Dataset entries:
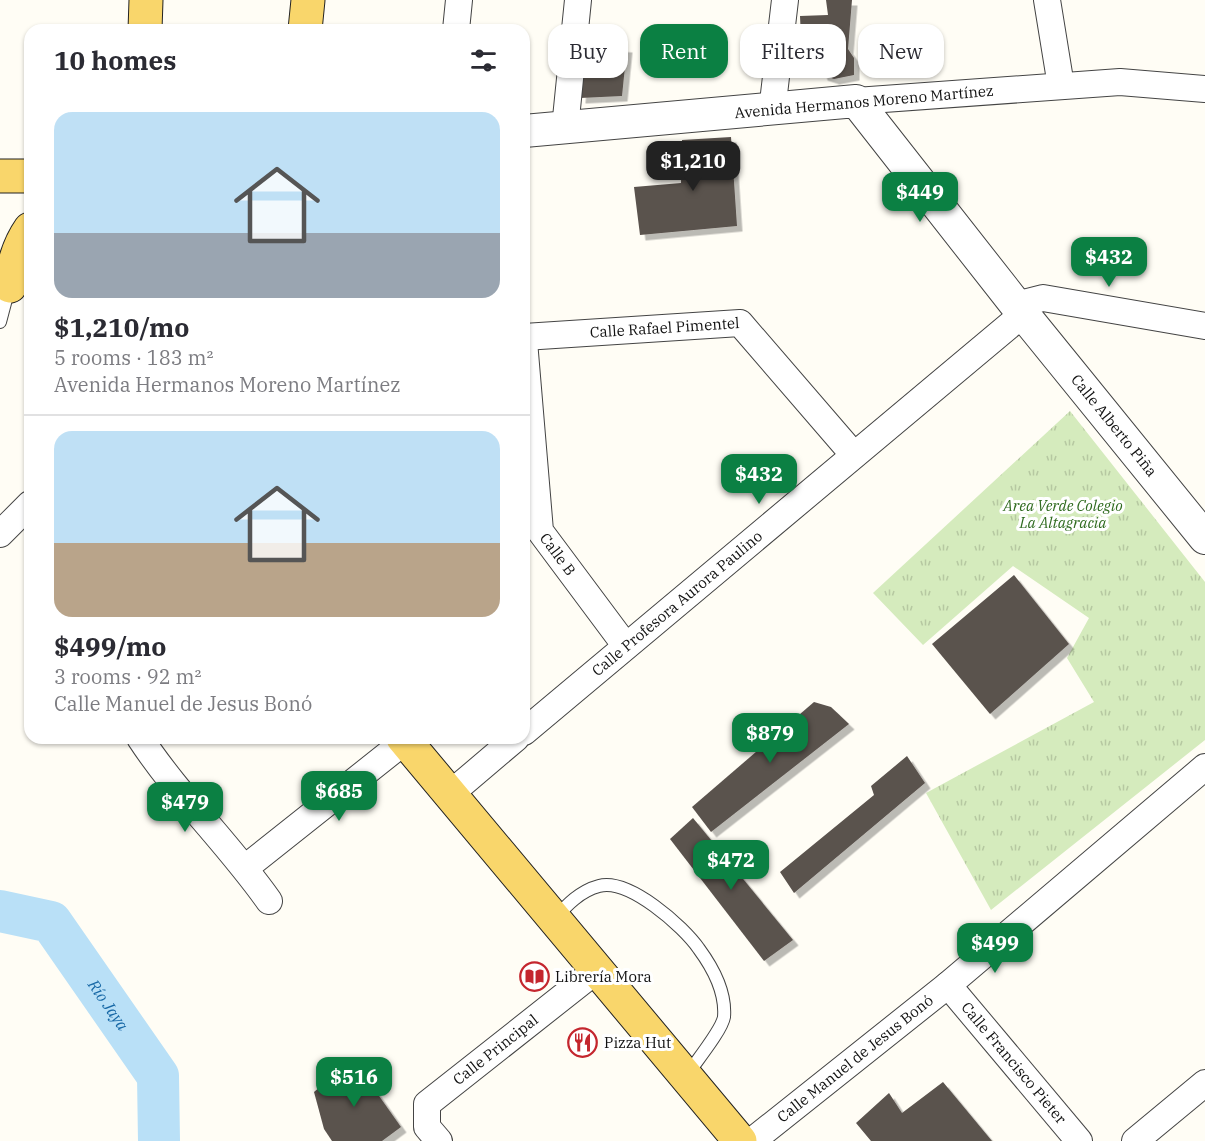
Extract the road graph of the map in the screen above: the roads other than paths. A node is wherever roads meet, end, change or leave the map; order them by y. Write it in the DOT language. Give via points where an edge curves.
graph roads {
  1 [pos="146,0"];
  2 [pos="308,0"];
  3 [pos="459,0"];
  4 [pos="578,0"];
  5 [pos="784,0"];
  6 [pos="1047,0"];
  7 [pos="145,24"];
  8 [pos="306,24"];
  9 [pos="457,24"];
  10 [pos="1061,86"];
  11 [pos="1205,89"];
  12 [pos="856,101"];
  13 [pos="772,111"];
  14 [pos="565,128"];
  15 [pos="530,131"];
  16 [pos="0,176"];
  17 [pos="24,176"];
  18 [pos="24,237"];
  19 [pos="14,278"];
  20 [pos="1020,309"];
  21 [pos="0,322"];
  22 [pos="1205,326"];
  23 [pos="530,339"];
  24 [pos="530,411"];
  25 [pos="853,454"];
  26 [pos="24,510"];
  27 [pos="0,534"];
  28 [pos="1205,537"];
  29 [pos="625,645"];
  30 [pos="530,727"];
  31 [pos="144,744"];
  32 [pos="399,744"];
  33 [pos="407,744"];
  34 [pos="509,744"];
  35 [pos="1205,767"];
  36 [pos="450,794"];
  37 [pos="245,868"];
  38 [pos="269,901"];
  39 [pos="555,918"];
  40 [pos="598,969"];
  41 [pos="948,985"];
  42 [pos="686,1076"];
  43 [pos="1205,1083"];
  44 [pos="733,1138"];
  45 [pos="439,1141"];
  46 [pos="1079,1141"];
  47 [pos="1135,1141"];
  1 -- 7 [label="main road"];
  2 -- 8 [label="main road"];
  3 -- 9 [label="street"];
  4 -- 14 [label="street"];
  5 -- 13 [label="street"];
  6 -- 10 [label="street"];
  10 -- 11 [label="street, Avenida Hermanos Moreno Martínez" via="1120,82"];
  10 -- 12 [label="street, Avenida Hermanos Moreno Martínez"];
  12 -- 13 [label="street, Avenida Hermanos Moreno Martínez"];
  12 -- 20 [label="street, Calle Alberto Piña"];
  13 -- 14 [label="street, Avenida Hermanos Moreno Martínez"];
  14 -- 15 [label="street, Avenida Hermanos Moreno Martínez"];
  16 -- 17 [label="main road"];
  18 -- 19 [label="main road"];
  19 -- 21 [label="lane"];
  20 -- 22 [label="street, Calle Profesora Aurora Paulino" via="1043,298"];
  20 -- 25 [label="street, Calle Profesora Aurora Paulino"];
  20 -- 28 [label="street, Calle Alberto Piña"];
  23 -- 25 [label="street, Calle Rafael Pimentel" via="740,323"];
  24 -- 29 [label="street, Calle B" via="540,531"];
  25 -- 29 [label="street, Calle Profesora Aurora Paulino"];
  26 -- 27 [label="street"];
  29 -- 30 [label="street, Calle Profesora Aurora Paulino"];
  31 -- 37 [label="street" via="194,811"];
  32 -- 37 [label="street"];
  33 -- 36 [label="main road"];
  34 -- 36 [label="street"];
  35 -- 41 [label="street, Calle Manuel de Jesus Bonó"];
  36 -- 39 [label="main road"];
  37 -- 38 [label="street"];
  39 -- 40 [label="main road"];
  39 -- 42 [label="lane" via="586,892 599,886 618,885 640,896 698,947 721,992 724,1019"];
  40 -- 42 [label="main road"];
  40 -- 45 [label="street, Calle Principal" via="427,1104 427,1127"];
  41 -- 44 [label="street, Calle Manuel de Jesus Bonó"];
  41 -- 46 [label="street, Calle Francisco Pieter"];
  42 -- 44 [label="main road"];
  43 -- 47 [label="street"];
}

◆ Task requirements: The output should consist of the records above, reproduced exactly, without pictures.

◆ Reply:
Extract the road graph of the map in the screen above: the roads other than paths. A node is wherever roads meet, end, change or leave the map; order them by y. Write it in the DOT language. Give via points where an edge curves.
graph roads {
  1 [pos="146,0"];
  2 [pos="308,0"];
  3 [pos="459,0"];
  4 [pos="578,0"];
  5 [pos="784,0"];
  6 [pos="1047,0"];
  7 [pos="145,24"];
  8 [pos="306,24"];
  9 [pos="457,24"];
  10 [pos="1061,86"];
  11 [pos="1205,89"];
  12 [pos="856,101"];
  13 [pos="772,111"];
  14 [pos="565,128"];
  15 [pos="530,131"];
  16 [pos="0,176"];
  17 [pos="24,176"];
  18 [pos="24,237"];
  19 [pos="14,278"];
  20 [pos="1020,309"];
  21 [pos="0,322"];
  22 [pos="1205,326"];
  23 [pos="530,339"];
  24 [pos="530,411"];
  25 [pos="853,454"];
  26 [pos="24,510"];
  27 [pos="0,534"];
  28 [pos="1205,537"];
  29 [pos="625,645"];
  30 [pos="530,727"];
  31 [pos="144,744"];
  32 [pos="399,744"];
  33 [pos="407,744"];
  34 [pos="509,744"];
  35 [pos="1205,767"];
  36 [pos="450,794"];
  37 [pos="245,868"];
  38 [pos="269,901"];
  39 [pos="555,918"];
  40 [pos="598,969"];
  41 [pos="948,985"];
  42 [pos="686,1076"];
  43 [pos="1205,1083"];
  44 [pos="733,1138"];
  45 [pos="439,1141"];
  46 [pos="1079,1141"];
  47 [pos="1135,1141"];
  1 -- 7 [label="main road"];
  2 -- 8 [label="main road"];
  3 -- 9 [label="street"];
  4 -- 14 [label="street"];
  5 -- 13 [label="street"];
  6 -- 10 [label="street"];
  10 -- 11 [label="street, Avenida Hermanos Moreno Martínez" via="1120,82"];
  10 -- 12 [label="street, Avenida Hermanos Moreno Martínez"];
  12 -- 13 [label="street, Avenida Hermanos Moreno Martínez"];
  12 -- 20 [label="street, Calle Alberto Piña"];
  13 -- 14 [label="street, Avenida Hermanos Moreno Martínez"];
  14 -- 15 [label="street, Avenida Hermanos Moreno Martínez"];
  16 -- 17 [label="main road"];
  18 -- 19 [label="main road"];
  19 -- 21 [label="lane"];
  20 -- 22 [label="street, Calle Profesora Aurora Paulino" via="1043,298"];
  20 -- 25 [label="street, Calle Profesora Aurora Paulino"];
  20 -- 28 [label="street, Calle Alberto Piña"];
  23 -- 25 [label="street, Calle Rafael Pimentel" via="740,323"];
  24 -- 29 [label="street, Calle B" via="540,531"];
  25 -- 29 [label="street, Calle Profesora Aurora Paulino"];
  26 -- 27 [label="street"];
  29 -- 30 [label="street, Calle Profesora Aurora Paulino"];
  31 -- 37 [label="street" via="194,811"];
  32 -- 37 [label="street"];
  33 -- 36 [label="main road"];
  34 -- 36 [label="street"];
  35 -- 41 [label="street, Calle Manuel de Jesus Bonó"];
  36 -- 39 [label="main road"];
  37 -- 38 [label="street"];
  39 -- 40 [label="main road"];
  39 -- 42 [label="lane" via="586,892 599,886 618,885 640,896 698,947 721,992 724,1019"];
  40 -- 42 [label="main road"];
  40 -- 45 [label="street, Calle Principal" via="427,1104 427,1127"];
  41 -- 44 [label="street, Calle Manuel de Jesus Bonó"];
  41 -- 46 [label="street, Calle Francisco Pieter"];
  42 -- 44 [label="main road"];
  43 -- 47 [label="street"];
}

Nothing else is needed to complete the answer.